[What you should do]
Work out how many lines of the listing below include the string "North", and give that number alone.

[Data for the task]
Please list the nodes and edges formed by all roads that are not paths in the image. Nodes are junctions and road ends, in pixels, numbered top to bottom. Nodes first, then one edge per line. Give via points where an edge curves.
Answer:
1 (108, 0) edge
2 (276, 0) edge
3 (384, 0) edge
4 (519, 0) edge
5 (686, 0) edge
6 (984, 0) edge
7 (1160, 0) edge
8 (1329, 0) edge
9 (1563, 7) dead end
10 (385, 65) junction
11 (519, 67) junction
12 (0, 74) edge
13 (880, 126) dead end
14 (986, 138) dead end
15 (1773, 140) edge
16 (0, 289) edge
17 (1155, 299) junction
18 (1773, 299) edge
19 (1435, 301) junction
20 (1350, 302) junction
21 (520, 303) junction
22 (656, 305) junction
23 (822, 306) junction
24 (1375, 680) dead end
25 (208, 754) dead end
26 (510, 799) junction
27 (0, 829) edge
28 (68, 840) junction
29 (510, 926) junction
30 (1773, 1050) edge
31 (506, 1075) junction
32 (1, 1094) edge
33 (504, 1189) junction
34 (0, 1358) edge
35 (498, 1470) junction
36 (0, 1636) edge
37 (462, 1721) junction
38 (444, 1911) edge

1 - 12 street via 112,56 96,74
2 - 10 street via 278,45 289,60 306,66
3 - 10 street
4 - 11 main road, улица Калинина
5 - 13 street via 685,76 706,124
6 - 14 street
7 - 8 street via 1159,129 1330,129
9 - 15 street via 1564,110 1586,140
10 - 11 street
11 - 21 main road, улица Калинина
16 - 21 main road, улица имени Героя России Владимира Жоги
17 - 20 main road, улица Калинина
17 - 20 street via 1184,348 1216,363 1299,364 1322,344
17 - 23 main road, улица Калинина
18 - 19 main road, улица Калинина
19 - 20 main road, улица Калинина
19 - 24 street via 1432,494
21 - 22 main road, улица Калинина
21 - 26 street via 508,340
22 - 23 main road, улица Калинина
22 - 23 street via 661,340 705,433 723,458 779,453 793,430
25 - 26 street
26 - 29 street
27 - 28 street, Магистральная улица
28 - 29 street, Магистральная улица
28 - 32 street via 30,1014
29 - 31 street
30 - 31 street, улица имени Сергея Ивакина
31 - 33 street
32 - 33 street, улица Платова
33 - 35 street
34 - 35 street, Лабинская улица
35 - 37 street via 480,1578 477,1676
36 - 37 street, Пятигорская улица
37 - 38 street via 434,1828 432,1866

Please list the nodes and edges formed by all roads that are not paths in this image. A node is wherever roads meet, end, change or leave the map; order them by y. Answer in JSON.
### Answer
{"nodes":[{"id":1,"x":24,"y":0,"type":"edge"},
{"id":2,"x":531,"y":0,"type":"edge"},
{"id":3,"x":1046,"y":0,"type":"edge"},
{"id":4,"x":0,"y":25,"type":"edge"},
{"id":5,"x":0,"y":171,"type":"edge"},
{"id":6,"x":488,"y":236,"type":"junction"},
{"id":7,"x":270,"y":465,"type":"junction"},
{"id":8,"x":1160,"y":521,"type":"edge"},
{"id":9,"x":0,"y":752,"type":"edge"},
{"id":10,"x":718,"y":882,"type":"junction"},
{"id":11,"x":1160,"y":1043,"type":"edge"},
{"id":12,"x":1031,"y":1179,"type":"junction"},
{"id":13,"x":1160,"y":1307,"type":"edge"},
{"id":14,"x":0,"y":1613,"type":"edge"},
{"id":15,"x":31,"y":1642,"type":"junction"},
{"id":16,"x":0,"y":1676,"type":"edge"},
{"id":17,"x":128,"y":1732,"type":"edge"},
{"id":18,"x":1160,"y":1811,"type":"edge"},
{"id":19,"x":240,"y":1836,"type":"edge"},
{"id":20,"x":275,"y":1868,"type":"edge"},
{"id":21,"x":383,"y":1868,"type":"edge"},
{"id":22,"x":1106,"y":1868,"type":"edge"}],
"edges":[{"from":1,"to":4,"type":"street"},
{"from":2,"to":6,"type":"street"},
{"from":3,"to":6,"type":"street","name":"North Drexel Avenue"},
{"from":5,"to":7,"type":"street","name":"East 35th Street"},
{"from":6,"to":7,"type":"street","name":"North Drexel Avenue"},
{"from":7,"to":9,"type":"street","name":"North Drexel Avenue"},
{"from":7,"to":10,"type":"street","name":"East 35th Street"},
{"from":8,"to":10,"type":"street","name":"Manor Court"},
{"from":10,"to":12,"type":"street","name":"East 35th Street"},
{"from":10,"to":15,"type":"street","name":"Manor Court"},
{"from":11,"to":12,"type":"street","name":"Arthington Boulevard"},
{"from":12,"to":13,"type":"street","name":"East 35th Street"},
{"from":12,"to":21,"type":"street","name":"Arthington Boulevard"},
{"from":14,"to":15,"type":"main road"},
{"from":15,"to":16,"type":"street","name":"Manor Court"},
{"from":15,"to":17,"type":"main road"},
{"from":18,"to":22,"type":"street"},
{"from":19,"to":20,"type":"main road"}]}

[Expected answer]
3